# Work order
Please list all lines of the material below in which the string "name" occurs.

# Data extract
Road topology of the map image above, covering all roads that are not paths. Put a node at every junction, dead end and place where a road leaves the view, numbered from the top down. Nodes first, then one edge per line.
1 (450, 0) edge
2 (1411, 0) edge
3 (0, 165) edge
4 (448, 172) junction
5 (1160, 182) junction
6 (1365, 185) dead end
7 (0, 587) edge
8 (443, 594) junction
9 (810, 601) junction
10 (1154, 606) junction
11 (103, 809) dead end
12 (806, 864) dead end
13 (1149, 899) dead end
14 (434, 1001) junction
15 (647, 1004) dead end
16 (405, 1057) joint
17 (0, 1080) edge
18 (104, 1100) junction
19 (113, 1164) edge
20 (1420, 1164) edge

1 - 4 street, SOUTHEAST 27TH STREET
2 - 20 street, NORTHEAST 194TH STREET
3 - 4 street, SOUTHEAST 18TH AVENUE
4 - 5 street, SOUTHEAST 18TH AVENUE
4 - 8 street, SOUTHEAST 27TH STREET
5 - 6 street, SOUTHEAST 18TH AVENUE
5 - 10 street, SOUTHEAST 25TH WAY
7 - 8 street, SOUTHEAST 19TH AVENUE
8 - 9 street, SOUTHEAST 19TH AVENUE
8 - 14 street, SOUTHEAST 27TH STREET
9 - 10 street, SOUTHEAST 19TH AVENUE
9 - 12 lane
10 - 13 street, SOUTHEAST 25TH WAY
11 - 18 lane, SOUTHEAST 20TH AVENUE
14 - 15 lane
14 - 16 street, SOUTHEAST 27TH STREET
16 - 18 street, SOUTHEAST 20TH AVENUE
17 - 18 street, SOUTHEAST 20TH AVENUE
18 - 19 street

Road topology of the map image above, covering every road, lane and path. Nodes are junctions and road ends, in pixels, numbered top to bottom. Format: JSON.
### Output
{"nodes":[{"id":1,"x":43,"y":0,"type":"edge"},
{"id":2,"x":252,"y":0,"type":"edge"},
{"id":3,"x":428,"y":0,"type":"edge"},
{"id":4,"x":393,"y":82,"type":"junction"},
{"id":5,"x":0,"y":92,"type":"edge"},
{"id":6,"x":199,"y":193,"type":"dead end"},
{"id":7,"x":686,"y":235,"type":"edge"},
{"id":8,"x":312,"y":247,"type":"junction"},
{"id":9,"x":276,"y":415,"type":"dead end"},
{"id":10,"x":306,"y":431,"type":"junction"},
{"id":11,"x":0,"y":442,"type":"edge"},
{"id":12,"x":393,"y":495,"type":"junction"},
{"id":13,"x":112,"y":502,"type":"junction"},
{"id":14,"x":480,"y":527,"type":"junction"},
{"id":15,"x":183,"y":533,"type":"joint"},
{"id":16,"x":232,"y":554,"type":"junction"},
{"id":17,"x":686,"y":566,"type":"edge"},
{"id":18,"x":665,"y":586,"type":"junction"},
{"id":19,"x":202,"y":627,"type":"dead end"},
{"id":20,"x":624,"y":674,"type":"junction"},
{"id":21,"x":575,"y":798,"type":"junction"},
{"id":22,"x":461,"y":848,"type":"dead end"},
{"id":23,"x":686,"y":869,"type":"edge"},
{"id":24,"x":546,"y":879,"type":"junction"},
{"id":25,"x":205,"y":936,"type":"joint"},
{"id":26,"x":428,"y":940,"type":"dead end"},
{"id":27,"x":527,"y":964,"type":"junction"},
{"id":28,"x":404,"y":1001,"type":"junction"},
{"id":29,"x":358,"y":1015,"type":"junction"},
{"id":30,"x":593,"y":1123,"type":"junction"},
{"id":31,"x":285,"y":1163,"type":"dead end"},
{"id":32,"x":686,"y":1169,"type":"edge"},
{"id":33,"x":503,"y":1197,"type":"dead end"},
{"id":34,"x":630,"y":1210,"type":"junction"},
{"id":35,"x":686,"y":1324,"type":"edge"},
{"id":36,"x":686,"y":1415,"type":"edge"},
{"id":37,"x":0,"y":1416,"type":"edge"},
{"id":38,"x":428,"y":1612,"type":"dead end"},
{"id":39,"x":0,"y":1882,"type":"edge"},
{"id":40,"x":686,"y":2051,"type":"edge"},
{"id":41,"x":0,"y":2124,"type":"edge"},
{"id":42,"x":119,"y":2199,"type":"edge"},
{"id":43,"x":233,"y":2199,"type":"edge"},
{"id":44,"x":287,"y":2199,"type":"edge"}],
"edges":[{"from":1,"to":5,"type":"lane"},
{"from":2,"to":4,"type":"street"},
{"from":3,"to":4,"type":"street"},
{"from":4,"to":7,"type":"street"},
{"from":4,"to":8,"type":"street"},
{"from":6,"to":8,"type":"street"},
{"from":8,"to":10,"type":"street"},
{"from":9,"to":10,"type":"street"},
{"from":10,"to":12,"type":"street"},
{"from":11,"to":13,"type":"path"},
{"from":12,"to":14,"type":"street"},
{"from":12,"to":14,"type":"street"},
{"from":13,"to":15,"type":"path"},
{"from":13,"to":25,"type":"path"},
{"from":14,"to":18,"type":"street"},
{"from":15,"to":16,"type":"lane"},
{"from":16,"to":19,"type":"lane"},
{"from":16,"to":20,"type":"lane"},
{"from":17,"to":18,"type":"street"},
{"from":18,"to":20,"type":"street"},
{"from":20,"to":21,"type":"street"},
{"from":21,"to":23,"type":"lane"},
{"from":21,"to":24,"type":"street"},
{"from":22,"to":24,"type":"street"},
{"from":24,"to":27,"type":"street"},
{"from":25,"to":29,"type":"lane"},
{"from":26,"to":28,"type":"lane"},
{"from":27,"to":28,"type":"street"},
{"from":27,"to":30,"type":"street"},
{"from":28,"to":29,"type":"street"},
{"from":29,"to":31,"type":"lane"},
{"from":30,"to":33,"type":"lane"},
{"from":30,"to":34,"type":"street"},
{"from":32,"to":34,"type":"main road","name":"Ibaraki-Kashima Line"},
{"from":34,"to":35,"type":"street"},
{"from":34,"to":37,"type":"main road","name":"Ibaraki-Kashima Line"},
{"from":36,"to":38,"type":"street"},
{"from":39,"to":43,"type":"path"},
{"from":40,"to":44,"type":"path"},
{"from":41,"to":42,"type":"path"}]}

# Exercise response
{"from":32,"to":34,"type":"main road","name":"Ibaraki-Kashima Line"},
{"from":34,"to":37,"type":"main road","name":"Ibaraki-Kashima Line"},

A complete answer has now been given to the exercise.